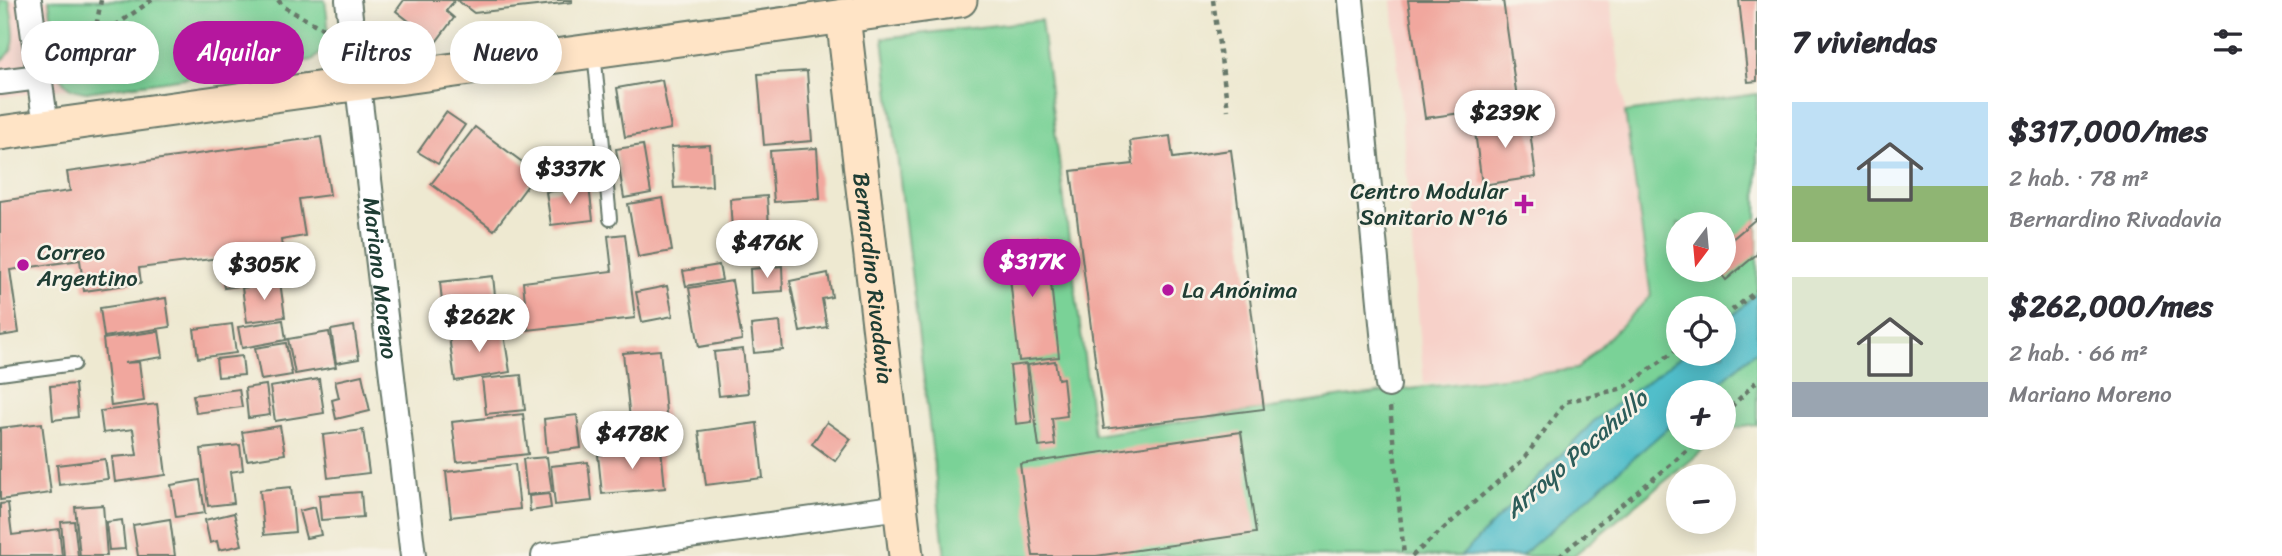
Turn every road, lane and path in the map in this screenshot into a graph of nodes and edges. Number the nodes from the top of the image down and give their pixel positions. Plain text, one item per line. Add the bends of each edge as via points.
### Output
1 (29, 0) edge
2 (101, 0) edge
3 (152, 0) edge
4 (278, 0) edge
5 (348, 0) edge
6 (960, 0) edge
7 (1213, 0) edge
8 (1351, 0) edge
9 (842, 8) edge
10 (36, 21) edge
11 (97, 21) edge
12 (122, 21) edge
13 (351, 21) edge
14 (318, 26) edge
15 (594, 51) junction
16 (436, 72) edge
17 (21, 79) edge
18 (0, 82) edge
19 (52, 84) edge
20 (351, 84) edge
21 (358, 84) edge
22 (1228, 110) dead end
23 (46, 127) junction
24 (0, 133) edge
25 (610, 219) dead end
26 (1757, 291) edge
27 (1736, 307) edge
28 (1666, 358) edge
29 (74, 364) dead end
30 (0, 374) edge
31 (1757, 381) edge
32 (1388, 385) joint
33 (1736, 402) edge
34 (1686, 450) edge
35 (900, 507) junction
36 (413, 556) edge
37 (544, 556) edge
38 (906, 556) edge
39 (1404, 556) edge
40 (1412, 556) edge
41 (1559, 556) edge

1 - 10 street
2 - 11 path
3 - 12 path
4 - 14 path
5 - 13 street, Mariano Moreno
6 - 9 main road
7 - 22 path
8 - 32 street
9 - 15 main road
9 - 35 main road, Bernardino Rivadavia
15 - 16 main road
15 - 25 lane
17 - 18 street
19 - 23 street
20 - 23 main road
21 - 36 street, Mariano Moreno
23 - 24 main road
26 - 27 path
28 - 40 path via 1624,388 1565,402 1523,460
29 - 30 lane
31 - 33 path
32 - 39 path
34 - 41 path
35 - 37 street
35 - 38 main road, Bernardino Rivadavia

---------------

THE PROBLEM :: Restate the material above word for word; pictures do not belong in the copy.

SOLUTION BELOW ::
Turn every road, lane and path in the map in this screenshot into a graph of nodes and edges. Number the nodes from the top of the image down and give their pixel positions. Plain text, one item per line. Add the bends of each edge as via points.
### Output
1 (29, 0) edge
2 (101, 0) edge
3 (152, 0) edge
4 (278, 0) edge
5 (348, 0) edge
6 (960, 0) edge
7 (1213, 0) edge
8 (1351, 0) edge
9 (842, 8) edge
10 (36, 21) edge
11 (97, 21) edge
12 (122, 21) edge
13 (351, 21) edge
14 (318, 26) edge
15 (594, 51) junction
16 (436, 72) edge
17 (21, 79) edge
18 (0, 82) edge
19 (52, 84) edge
20 (351, 84) edge
21 (358, 84) edge
22 (1228, 110) dead end
23 (46, 127) junction
24 (0, 133) edge
25 (610, 219) dead end
26 (1757, 291) edge
27 (1736, 307) edge
28 (1666, 358) edge
29 (74, 364) dead end
30 (0, 374) edge
31 (1757, 381) edge
32 (1388, 385) joint
33 (1736, 402) edge
34 (1686, 450) edge
35 (900, 507) junction
36 (413, 556) edge
37 (544, 556) edge
38 (906, 556) edge
39 (1404, 556) edge
40 (1412, 556) edge
41 (1559, 556) edge

1 - 10 street
2 - 11 path
3 - 12 path
4 - 14 path
5 - 13 street, Mariano Moreno
6 - 9 main road
7 - 22 path
8 - 32 street
9 - 15 main road
9 - 35 main road, Bernardino Rivadavia
15 - 16 main road
15 - 25 lane
17 - 18 street
19 - 23 street
20 - 23 main road
21 - 36 street, Mariano Moreno
23 - 24 main road
26 - 27 path
28 - 40 path via 1624,388 1565,402 1523,460
29 - 30 lane
31 - 33 path
32 - 39 path
34 - 41 path
35 - 37 street
35 - 38 main road, Bernardino Rivadavia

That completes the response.